**Exercise objective**.
Quote the listing in full, exactly as given, minus any pictures.

[Data provided — start]

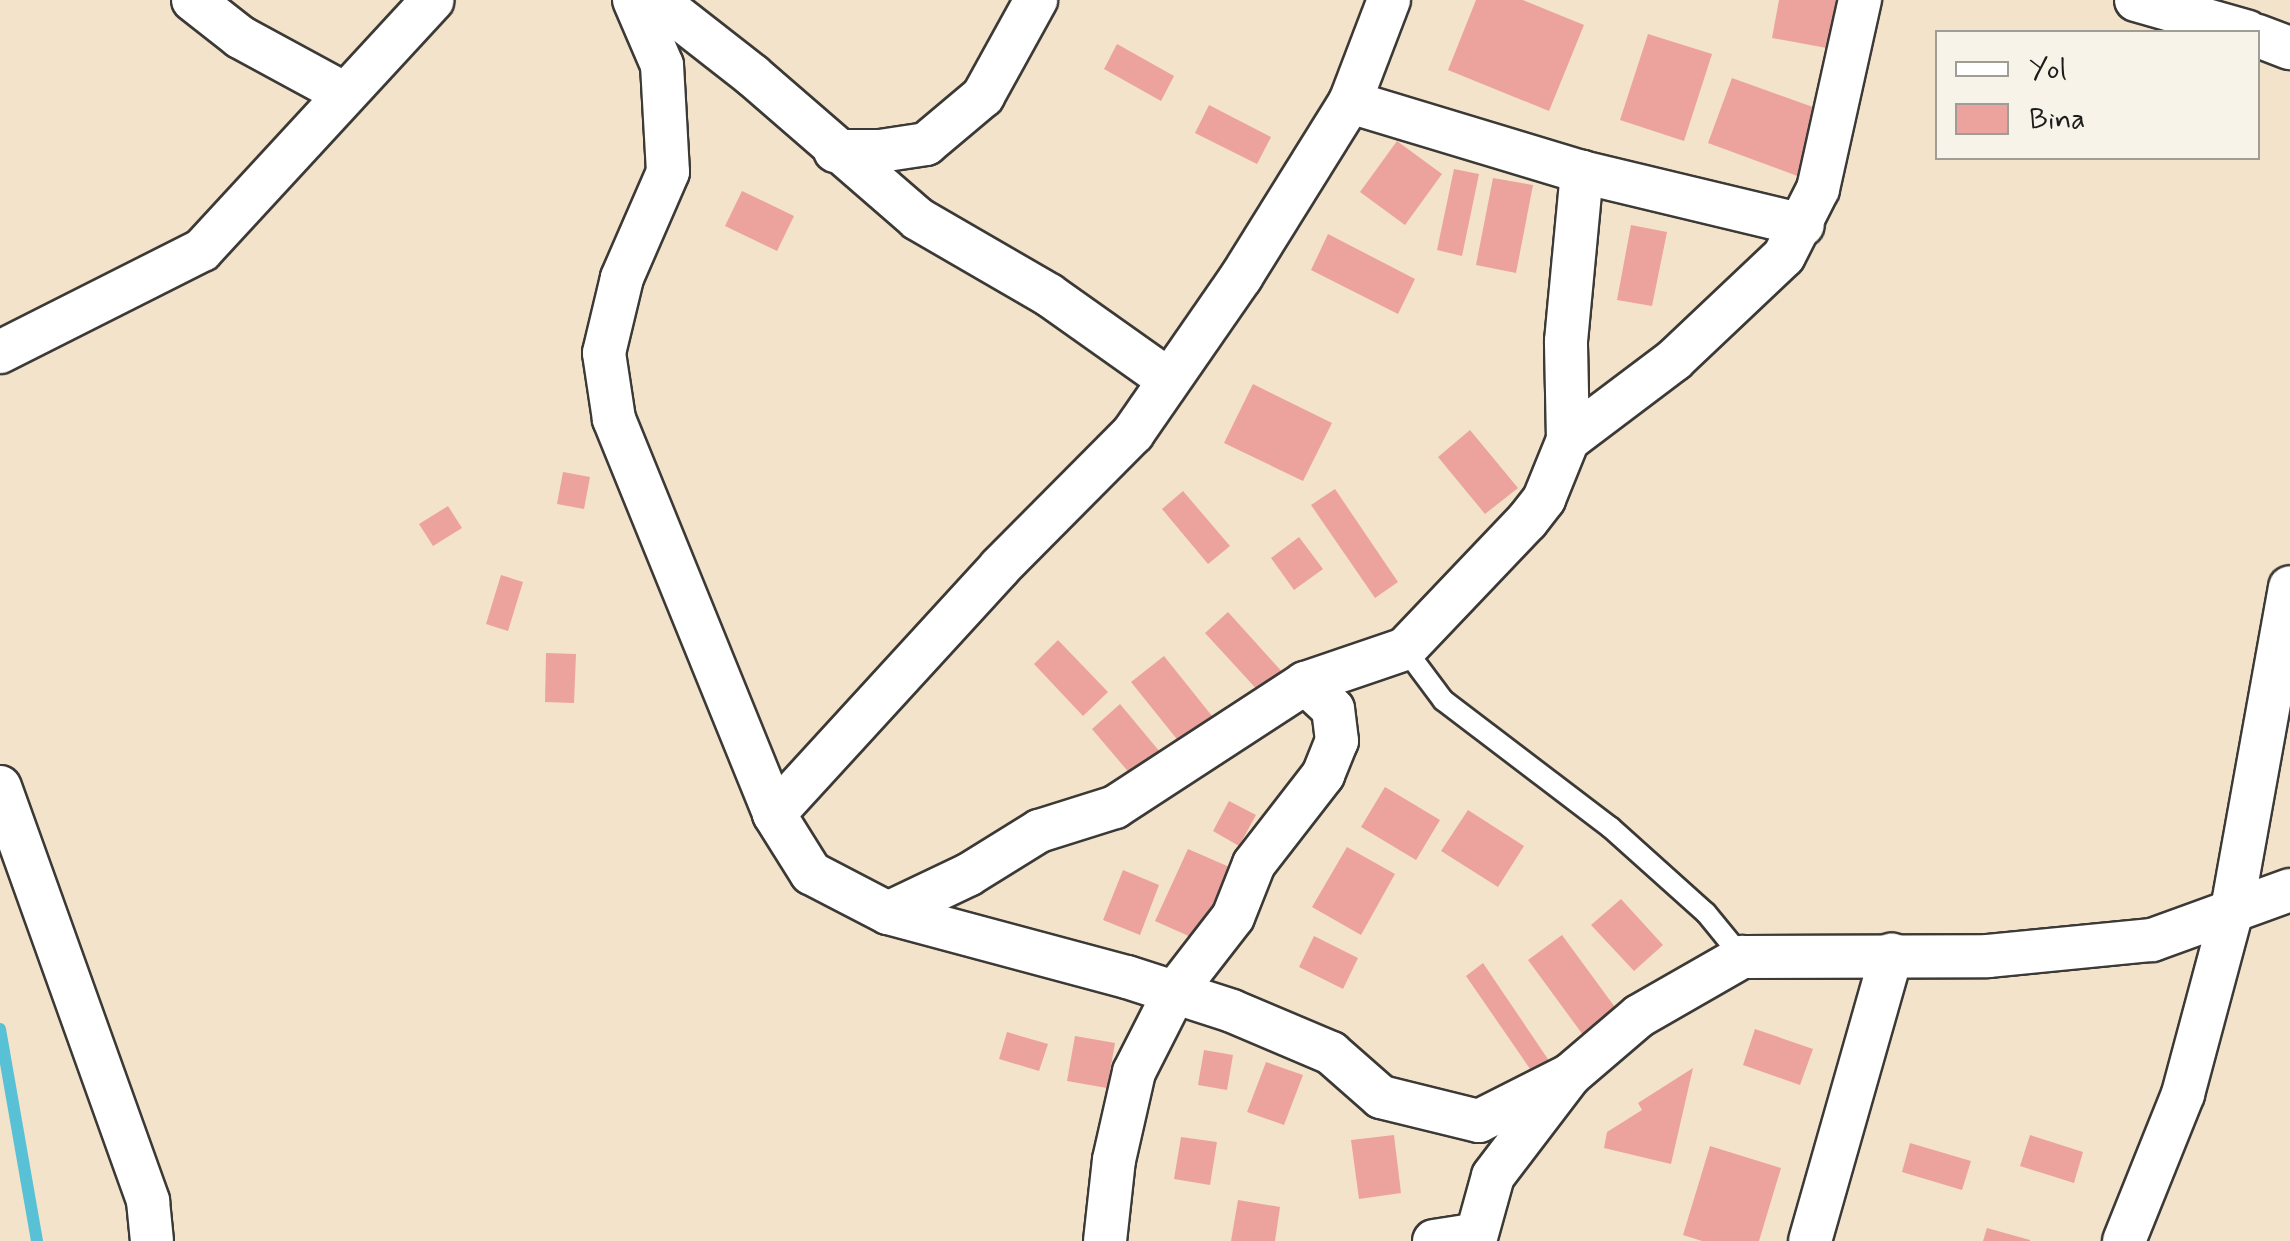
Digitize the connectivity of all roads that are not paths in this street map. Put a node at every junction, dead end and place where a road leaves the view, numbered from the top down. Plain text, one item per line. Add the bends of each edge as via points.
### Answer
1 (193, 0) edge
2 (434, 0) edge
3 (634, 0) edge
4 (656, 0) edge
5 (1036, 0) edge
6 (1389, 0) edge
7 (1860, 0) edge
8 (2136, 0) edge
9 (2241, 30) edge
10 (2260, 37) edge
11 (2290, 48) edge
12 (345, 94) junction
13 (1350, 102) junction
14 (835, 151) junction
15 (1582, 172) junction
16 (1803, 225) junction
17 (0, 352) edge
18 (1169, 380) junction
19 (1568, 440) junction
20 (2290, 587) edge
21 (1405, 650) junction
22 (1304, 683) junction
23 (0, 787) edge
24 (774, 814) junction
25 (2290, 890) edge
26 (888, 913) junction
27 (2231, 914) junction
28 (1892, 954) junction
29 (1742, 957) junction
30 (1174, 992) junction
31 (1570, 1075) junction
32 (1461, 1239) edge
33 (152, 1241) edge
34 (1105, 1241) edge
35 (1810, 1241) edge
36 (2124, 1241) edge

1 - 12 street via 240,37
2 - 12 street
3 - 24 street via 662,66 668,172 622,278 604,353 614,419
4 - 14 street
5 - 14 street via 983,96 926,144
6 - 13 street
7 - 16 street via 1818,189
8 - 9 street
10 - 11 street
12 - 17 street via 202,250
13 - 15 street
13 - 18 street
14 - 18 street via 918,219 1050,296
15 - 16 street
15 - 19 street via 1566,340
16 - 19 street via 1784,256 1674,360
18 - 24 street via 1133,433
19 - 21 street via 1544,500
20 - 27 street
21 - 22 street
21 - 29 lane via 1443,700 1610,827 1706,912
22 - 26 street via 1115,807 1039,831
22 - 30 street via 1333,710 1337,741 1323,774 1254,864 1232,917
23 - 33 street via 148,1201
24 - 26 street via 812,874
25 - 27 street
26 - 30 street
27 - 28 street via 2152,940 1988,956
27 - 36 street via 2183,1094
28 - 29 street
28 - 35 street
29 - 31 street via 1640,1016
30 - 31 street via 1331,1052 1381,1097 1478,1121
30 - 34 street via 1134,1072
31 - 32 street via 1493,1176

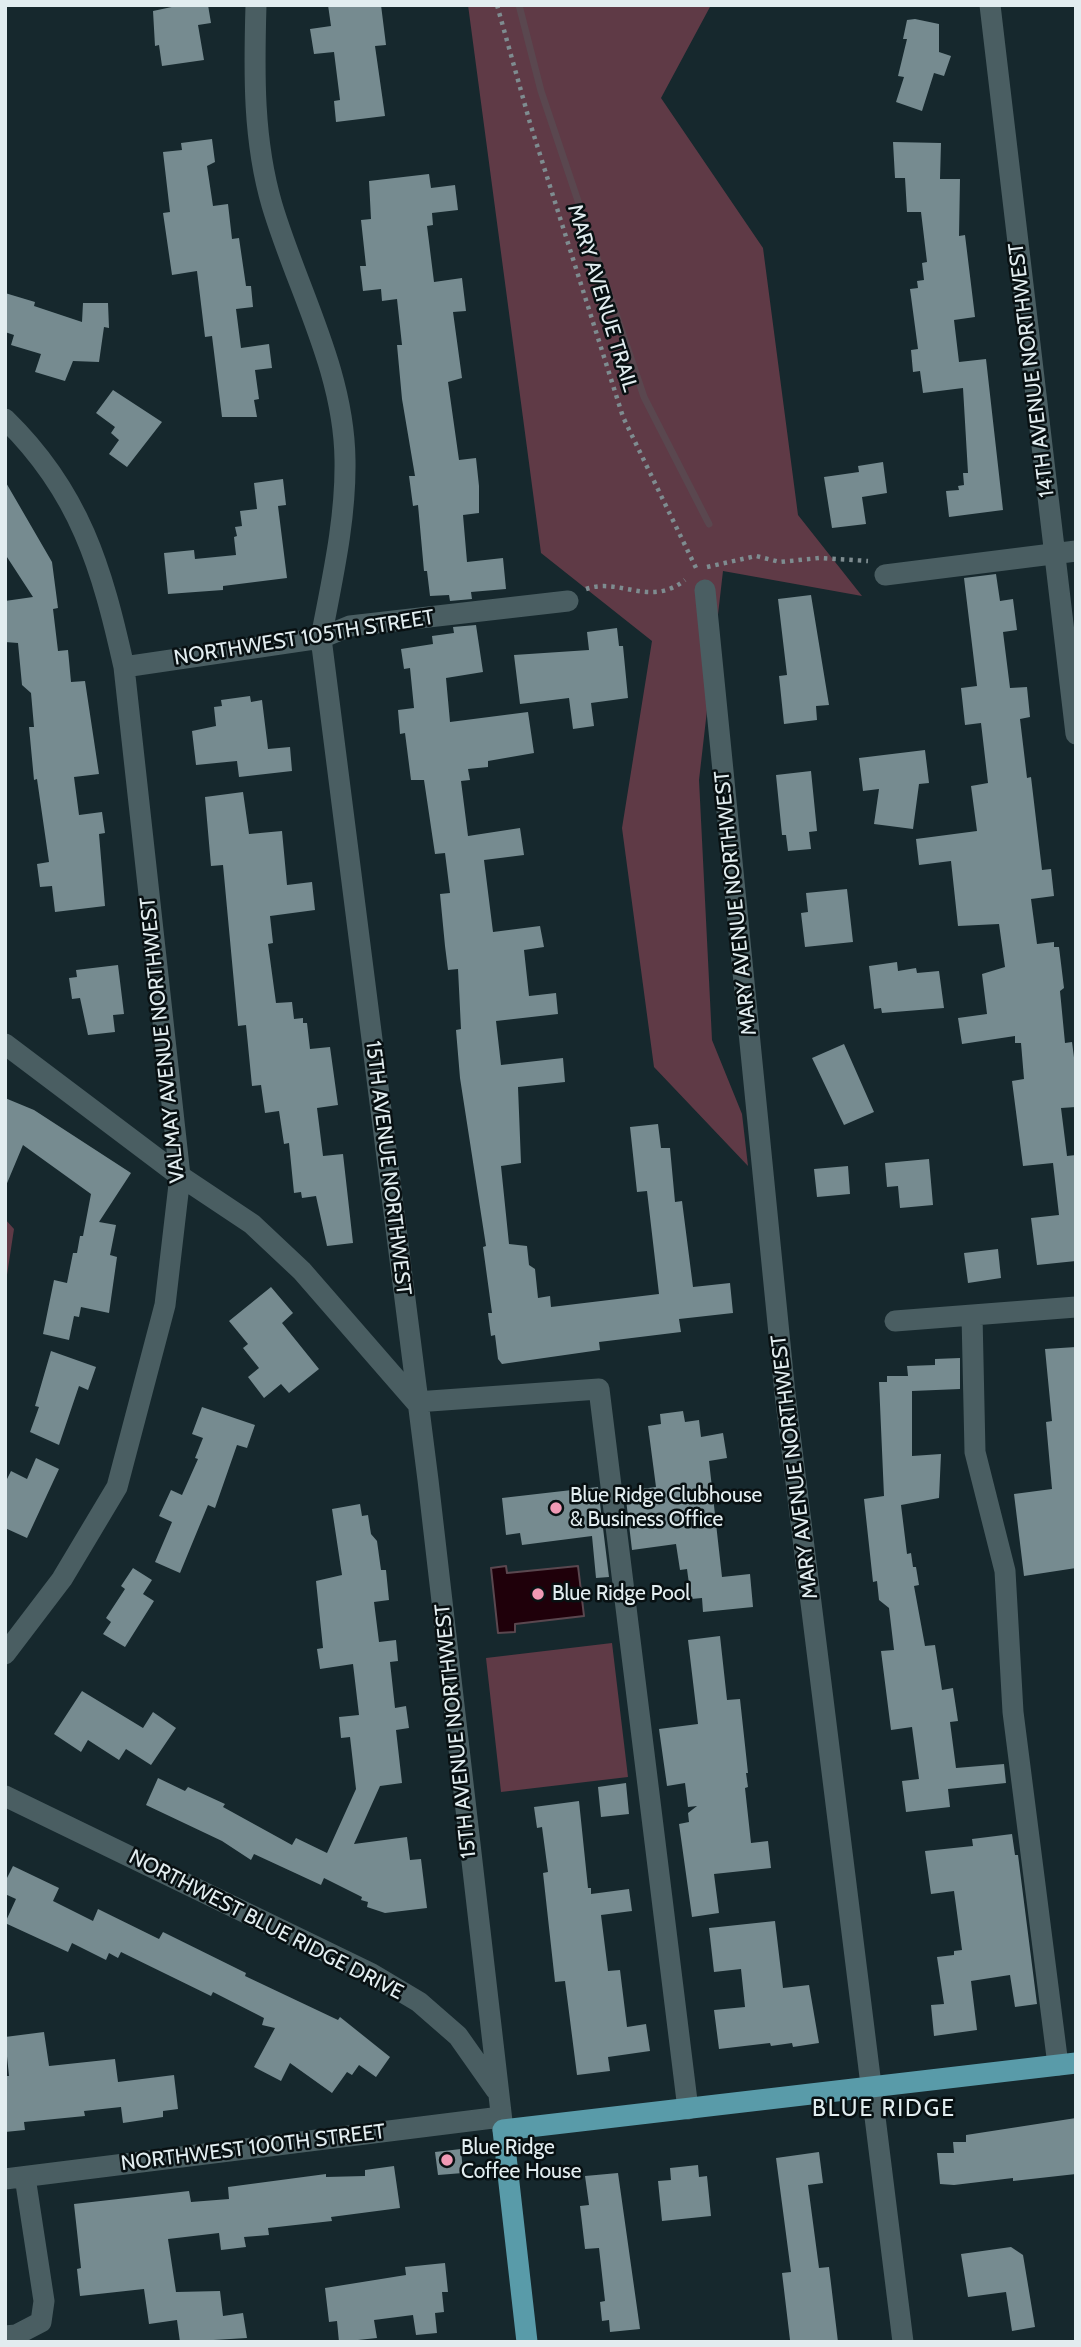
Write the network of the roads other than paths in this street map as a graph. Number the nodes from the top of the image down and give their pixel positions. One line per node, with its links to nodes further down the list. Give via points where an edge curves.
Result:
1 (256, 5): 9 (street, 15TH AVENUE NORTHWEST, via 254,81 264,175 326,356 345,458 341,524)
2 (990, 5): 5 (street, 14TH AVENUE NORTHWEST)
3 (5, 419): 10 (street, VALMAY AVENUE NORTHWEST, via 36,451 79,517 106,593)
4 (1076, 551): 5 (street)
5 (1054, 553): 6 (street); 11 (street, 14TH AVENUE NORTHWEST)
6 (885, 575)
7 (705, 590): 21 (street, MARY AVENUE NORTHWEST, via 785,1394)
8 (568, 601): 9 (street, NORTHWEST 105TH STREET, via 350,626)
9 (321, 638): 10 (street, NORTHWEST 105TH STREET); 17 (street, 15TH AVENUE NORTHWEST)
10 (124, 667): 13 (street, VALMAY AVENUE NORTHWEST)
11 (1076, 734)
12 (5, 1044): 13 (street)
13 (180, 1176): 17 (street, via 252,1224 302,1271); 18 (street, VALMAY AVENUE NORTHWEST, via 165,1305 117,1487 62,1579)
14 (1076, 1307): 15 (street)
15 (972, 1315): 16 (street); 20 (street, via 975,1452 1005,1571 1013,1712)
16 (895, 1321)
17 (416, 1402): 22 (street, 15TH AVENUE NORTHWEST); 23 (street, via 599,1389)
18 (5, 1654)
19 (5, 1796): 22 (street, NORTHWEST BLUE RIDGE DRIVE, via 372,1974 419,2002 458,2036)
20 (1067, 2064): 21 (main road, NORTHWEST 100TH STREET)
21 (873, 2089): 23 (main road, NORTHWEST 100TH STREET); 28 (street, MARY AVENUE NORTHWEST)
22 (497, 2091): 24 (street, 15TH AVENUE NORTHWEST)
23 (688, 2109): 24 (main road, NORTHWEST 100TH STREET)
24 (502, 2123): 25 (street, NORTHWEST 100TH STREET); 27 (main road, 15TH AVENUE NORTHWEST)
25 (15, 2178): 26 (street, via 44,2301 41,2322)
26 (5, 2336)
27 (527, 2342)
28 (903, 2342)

[Data provided — finish]

**Solution to this exercise**.
Digitize the connectivity of all roads that are not paths in this street map. Put a node at every junction, dead end and place where a road leaves the view, numbered from the top down. Plain text, one item per line. Add the bends of each edge as via points.
### Answer
1 (193, 0) edge
2 (434, 0) edge
3 (634, 0) edge
4 (656, 0) edge
5 (1036, 0) edge
6 (1389, 0) edge
7 (1860, 0) edge
8 (2136, 0) edge
9 (2241, 30) edge
10 (2260, 37) edge
11 (2290, 48) edge
12 (345, 94) junction
13 (1350, 102) junction
14 (835, 151) junction
15 (1582, 172) junction
16 (1803, 225) junction
17 (0, 352) edge
18 (1169, 380) junction
19 (1568, 440) junction
20 (2290, 587) edge
21 (1405, 650) junction
22 (1304, 683) junction
23 (0, 787) edge
24 (774, 814) junction
25 (2290, 890) edge
26 (888, 913) junction
27 (2231, 914) junction
28 (1892, 954) junction
29 (1742, 957) junction
30 (1174, 992) junction
31 (1570, 1075) junction
32 (1461, 1239) edge
33 (152, 1241) edge
34 (1105, 1241) edge
35 (1810, 1241) edge
36 (2124, 1241) edge

1 - 12 street via 240,37
2 - 12 street
3 - 24 street via 662,66 668,172 622,278 604,353 614,419
4 - 14 street
5 - 14 street via 983,96 926,144
6 - 13 street
7 - 16 street via 1818,189
8 - 9 street
10 - 11 street
12 - 17 street via 202,250
13 - 15 street
13 - 18 street
14 - 18 street via 918,219 1050,296
15 - 16 street
15 - 19 street via 1566,340
16 - 19 street via 1784,256 1674,360
18 - 24 street via 1133,433
19 - 21 street via 1544,500
20 - 27 street
21 - 22 street
21 - 29 lane via 1443,700 1610,827 1706,912
22 - 26 street via 1115,807 1039,831
22 - 30 street via 1333,710 1337,741 1323,774 1254,864 1232,917
23 - 33 street via 148,1201
24 - 26 street via 812,874
25 - 27 street
26 - 30 street
27 - 28 street via 2152,940 1988,956
27 - 36 street via 2183,1094
28 - 29 street
28 - 35 street
29 - 31 street via 1640,1016
30 - 31 street via 1331,1052 1381,1097 1478,1121
30 - 34 street via 1134,1072
31 - 32 street via 1493,1176

Write the network of the roads other than paths in this street map as a graph. Number the nodes from the top of the image down and give their pixel positions. One line per node, with its links to nodes further down the list. Give via points where an edge curves.
Result:
1 (256, 5): 9 (street, 15TH AVENUE NORTHWEST, via 254,81 264,175 326,356 345,458 341,524)
2 (990, 5): 5 (street, 14TH AVENUE NORTHWEST)
3 (5, 419): 10 (street, VALMAY AVENUE NORTHWEST, via 36,451 79,517 106,593)
4 (1076, 551): 5 (street)
5 (1054, 553): 6 (street); 11 (street, 14TH AVENUE NORTHWEST)
6 (885, 575)
7 (705, 590): 21 (street, MARY AVENUE NORTHWEST, via 785,1394)
8 (568, 601): 9 (street, NORTHWEST 105TH STREET, via 350,626)
9 (321, 638): 10 (street, NORTHWEST 105TH STREET); 17 (street, 15TH AVENUE NORTHWEST)
10 (124, 667): 13 (street, VALMAY AVENUE NORTHWEST)
11 (1076, 734)
12 (5, 1044): 13 (street)
13 (180, 1176): 17 (street, via 252,1224 302,1271); 18 (street, VALMAY AVENUE NORTHWEST, via 165,1305 117,1487 62,1579)
14 (1076, 1307): 15 (street)
15 (972, 1315): 16 (street); 20 (street, via 975,1452 1005,1571 1013,1712)
16 (895, 1321)
17 (416, 1402): 22 (street, 15TH AVENUE NORTHWEST); 23 (street, via 599,1389)
18 (5, 1654)
19 (5, 1796): 22 (street, NORTHWEST BLUE RIDGE DRIVE, via 372,1974 419,2002 458,2036)
20 (1067, 2064): 21 (main road, NORTHWEST 100TH STREET)
21 (873, 2089): 23 (main road, NORTHWEST 100TH STREET); 28 (street, MARY AVENUE NORTHWEST)
22 (497, 2091): 24 (street, 15TH AVENUE NORTHWEST)
23 (688, 2109): 24 (main road, NORTHWEST 100TH STREET)
24 (502, 2123): 25 (street, NORTHWEST 100TH STREET); 27 (main road, 15TH AVENUE NORTHWEST)
25 (15, 2178): 26 (street, via 44,2301 41,2322)
26 (5, 2336)
27 (527, 2342)
28 (903, 2342)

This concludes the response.